### Task material

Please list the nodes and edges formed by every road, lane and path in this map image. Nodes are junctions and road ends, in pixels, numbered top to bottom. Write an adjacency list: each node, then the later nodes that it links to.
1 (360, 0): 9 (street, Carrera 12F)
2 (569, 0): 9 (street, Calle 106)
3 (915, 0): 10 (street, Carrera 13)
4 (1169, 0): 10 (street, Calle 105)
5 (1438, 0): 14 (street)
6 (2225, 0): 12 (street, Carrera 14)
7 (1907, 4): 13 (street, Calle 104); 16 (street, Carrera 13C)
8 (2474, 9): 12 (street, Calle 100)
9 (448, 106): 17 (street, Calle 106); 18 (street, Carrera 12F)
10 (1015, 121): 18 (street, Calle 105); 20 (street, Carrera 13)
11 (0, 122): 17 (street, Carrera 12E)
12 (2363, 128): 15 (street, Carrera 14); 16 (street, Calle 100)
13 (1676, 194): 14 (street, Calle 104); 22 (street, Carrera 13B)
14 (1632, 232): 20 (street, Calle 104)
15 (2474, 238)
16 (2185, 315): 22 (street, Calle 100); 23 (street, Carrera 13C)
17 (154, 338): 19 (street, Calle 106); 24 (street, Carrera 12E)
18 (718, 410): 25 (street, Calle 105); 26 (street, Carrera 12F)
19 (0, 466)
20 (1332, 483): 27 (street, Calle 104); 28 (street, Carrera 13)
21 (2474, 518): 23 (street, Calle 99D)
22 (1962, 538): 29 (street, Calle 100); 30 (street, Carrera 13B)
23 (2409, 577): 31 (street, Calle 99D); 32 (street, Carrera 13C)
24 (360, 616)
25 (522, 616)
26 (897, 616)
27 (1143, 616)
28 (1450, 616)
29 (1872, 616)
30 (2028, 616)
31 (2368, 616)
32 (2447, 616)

######

_Required work_.
The response must contain every entry, each one identical to the original.

_Exercise solution_.
Please list the nodes and edges formed by every road, lane and path in this map image. Nodes are junctions and road ends, in pixels, numbered top to bottom. Write an adjacency list: each node, then the later nodes that it links to.
1 (360, 0): 9 (street, Carrera 12F)
2 (569, 0): 9 (street, Calle 106)
3 (915, 0): 10 (street, Carrera 13)
4 (1169, 0): 10 (street, Calle 105)
5 (1438, 0): 14 (street)
6 (2225, 0): 12 (street, Carrera 14)
7 (1907, 4): 13 (street, Calle 104); 16 (street, Carrera 13C)
8 (2474, 9): 12 (street, Calle 100)
9 (448, 106): 17 (street, Calle 106); 18 (street, Carrera 12F)
10 (1015, 121): 18 (street, Calle 105); 20 (street, Carrera 13)
11 (0, 122): 17 (street, Carrera 12E)
12 (2363, 128): 15 (street, Carrera 14); 16 (street, Calle 100)
13 (1676, 194): 14 (street, Calle 104); 22 (street, Carrera 13B)
14 (1632, 232): 20 (street, Calle 104)
15 (2474, 238)
16 (2185, 315): 22 (street, Calle 100); 23 (street, Carrera 13C)
17 (154, 338): 19 (street, Calle 106); 24 (street, Carrera 12E)
18 (718, 410): 25 (street, Calle 105); 26 (street, Carrera 12F)
19 (0, 466)
20 (1332, 483): 27 (street, Calle 104); 28 (street, Carrera 13)
21 (2474, 518): 23 (street, Calle 99D)
22 (1962, 538): 29 (street, Calle 100); 30 (street, Carrera 13B)
23 (2409, 577): 31 (street, Calle 99D); 32 (street, Carrera 13C)
24 (360, 616)
25 (522, 616)
26 (897, 616)
27 (1143, 616)
28 (1450, 616)
29 (1872, 616)
30 (2028, 616)
31 (2368, 616)
32 (2447, 616)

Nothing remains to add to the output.